- Prompt: Scan the records below and copy every line that contains the string "highway".

- Material shown:
- - -

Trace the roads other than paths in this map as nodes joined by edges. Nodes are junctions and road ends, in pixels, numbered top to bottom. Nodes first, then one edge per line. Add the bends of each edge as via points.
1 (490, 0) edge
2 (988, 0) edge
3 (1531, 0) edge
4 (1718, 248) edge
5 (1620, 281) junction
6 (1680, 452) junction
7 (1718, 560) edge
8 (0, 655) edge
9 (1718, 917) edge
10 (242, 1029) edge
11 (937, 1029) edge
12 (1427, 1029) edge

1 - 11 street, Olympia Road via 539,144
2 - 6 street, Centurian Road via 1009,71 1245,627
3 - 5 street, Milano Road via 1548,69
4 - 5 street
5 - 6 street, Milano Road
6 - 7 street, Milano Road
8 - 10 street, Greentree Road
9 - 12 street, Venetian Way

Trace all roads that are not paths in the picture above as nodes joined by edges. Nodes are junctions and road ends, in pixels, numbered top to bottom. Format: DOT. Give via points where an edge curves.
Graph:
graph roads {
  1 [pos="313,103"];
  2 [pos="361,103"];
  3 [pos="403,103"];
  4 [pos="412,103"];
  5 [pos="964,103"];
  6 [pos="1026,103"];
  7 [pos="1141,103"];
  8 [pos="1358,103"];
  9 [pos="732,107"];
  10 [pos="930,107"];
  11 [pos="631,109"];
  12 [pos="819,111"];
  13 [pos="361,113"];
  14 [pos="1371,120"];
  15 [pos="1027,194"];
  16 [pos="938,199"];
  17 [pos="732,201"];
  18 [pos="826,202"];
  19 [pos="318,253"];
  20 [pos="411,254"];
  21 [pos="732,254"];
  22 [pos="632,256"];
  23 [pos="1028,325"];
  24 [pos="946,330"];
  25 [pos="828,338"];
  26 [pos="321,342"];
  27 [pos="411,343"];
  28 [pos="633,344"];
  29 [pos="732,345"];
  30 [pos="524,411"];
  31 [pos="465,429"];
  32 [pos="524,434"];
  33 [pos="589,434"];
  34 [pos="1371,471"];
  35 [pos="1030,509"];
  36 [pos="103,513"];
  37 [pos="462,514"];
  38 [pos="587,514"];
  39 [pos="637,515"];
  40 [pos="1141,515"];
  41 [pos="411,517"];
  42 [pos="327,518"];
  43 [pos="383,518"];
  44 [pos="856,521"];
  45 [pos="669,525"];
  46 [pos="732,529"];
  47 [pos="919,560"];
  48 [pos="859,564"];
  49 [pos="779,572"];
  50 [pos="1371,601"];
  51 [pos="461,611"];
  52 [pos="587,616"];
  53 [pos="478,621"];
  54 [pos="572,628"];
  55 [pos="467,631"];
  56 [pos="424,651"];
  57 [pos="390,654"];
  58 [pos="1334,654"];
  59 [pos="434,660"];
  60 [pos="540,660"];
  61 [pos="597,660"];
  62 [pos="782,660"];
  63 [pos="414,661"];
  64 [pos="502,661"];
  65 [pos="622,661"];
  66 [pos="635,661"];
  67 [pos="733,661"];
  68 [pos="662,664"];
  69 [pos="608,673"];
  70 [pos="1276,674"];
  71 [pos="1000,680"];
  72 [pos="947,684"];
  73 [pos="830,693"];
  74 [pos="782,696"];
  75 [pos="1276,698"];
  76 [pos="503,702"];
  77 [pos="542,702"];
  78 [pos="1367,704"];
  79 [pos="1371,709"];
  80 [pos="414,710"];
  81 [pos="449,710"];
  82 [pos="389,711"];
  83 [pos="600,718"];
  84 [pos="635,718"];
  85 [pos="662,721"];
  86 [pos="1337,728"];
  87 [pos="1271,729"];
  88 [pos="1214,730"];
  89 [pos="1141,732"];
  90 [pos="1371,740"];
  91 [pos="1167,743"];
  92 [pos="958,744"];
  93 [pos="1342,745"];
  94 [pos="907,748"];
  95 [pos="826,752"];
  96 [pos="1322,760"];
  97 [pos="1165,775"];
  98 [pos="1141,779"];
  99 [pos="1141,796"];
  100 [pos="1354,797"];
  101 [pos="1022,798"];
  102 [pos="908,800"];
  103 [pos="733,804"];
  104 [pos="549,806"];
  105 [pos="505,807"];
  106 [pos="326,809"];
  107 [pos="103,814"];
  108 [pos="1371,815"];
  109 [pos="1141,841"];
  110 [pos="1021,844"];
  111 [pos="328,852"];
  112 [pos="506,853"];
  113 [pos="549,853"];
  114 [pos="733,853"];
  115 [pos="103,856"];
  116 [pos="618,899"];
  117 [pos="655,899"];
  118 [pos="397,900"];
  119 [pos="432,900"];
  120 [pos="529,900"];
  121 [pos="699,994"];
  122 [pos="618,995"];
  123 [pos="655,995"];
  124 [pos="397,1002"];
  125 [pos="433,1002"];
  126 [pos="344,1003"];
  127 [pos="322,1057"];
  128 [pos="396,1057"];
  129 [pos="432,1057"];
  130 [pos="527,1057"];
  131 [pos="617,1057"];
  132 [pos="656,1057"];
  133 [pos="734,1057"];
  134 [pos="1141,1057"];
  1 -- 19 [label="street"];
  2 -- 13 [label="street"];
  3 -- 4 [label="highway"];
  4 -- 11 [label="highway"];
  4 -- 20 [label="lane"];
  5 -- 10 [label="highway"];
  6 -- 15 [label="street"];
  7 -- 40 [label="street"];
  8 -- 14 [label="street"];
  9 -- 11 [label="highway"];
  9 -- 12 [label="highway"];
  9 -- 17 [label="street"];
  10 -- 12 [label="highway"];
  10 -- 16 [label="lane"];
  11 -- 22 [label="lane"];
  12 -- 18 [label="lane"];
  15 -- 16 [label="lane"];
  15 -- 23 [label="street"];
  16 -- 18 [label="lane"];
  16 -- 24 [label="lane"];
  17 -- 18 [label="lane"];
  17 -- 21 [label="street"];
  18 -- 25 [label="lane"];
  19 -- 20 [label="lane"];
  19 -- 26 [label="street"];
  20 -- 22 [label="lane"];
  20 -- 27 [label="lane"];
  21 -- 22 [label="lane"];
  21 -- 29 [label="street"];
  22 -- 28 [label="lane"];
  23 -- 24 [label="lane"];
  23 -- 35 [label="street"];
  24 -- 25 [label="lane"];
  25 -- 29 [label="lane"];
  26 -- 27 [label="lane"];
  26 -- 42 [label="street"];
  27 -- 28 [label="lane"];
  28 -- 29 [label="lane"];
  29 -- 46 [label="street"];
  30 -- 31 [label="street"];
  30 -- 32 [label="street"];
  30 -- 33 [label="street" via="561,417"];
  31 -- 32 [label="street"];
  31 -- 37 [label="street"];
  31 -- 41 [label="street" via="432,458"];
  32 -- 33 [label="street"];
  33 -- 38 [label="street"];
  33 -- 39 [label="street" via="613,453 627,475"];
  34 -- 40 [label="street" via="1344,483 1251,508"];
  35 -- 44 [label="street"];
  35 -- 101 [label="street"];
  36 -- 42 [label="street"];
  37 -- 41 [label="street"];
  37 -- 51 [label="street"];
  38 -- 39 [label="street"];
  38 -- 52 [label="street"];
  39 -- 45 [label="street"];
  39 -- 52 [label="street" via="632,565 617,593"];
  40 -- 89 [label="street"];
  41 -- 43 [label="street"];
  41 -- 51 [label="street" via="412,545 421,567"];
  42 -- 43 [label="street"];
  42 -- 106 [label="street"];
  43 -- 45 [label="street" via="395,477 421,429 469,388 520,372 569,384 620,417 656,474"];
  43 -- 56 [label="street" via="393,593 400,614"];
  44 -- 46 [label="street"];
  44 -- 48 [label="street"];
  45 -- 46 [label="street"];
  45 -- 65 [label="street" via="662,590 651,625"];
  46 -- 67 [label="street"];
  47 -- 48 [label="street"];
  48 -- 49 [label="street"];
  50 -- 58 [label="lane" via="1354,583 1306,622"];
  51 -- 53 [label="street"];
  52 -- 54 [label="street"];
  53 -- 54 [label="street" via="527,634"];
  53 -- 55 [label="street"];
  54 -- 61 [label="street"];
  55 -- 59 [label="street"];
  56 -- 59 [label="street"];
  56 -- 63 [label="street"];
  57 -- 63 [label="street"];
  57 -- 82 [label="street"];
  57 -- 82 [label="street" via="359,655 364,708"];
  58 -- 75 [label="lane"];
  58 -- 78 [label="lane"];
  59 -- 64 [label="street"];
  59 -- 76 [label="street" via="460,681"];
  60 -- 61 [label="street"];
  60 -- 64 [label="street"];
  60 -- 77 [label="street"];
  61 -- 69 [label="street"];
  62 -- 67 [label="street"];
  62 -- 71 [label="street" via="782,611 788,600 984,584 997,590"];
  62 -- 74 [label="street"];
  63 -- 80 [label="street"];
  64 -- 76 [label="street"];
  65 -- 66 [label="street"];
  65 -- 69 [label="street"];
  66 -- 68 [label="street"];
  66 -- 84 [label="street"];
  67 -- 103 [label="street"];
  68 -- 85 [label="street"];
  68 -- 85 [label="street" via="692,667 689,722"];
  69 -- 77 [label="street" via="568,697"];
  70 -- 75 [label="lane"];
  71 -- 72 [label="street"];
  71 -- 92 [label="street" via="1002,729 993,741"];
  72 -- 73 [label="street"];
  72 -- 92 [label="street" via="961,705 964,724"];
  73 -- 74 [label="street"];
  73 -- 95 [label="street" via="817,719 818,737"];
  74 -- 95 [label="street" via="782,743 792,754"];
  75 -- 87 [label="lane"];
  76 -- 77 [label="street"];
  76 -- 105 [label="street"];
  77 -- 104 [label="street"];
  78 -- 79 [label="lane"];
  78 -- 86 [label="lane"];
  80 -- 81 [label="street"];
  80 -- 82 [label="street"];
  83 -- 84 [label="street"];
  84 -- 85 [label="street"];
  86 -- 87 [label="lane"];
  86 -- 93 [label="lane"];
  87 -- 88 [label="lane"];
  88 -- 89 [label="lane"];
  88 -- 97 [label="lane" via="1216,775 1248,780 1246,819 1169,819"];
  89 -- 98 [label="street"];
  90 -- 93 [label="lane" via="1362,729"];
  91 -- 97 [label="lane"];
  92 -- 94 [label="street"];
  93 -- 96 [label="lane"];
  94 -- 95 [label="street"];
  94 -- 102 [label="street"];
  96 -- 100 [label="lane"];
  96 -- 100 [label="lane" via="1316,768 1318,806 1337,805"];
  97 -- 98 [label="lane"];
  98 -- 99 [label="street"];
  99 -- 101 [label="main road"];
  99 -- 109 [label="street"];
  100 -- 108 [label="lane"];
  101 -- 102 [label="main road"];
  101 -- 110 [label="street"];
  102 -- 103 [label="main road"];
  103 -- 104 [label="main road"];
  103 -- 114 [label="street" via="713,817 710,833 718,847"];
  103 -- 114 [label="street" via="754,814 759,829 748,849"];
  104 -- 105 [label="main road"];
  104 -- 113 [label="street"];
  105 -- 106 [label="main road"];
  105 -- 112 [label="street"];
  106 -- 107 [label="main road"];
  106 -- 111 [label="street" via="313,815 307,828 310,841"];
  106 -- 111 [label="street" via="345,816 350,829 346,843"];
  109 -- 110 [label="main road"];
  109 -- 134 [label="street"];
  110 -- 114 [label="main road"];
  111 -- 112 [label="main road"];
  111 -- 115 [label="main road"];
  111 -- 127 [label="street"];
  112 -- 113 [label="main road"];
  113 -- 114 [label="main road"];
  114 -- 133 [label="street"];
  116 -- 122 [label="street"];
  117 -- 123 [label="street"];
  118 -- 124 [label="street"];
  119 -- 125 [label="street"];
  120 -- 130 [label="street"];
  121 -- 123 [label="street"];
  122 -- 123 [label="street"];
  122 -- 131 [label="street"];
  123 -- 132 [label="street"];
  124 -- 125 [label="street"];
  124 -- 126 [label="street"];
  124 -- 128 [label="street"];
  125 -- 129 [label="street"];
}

- - -

- Reply:
  3 -- 4 [label="highway"];
  4 -- 11 [label="highway"];
  5 -- 10 [label="highway"];
  9 -- 11 [label="highway"];
  9 -- 12 [label="highway"];
  10 -- 12 [label="highway"];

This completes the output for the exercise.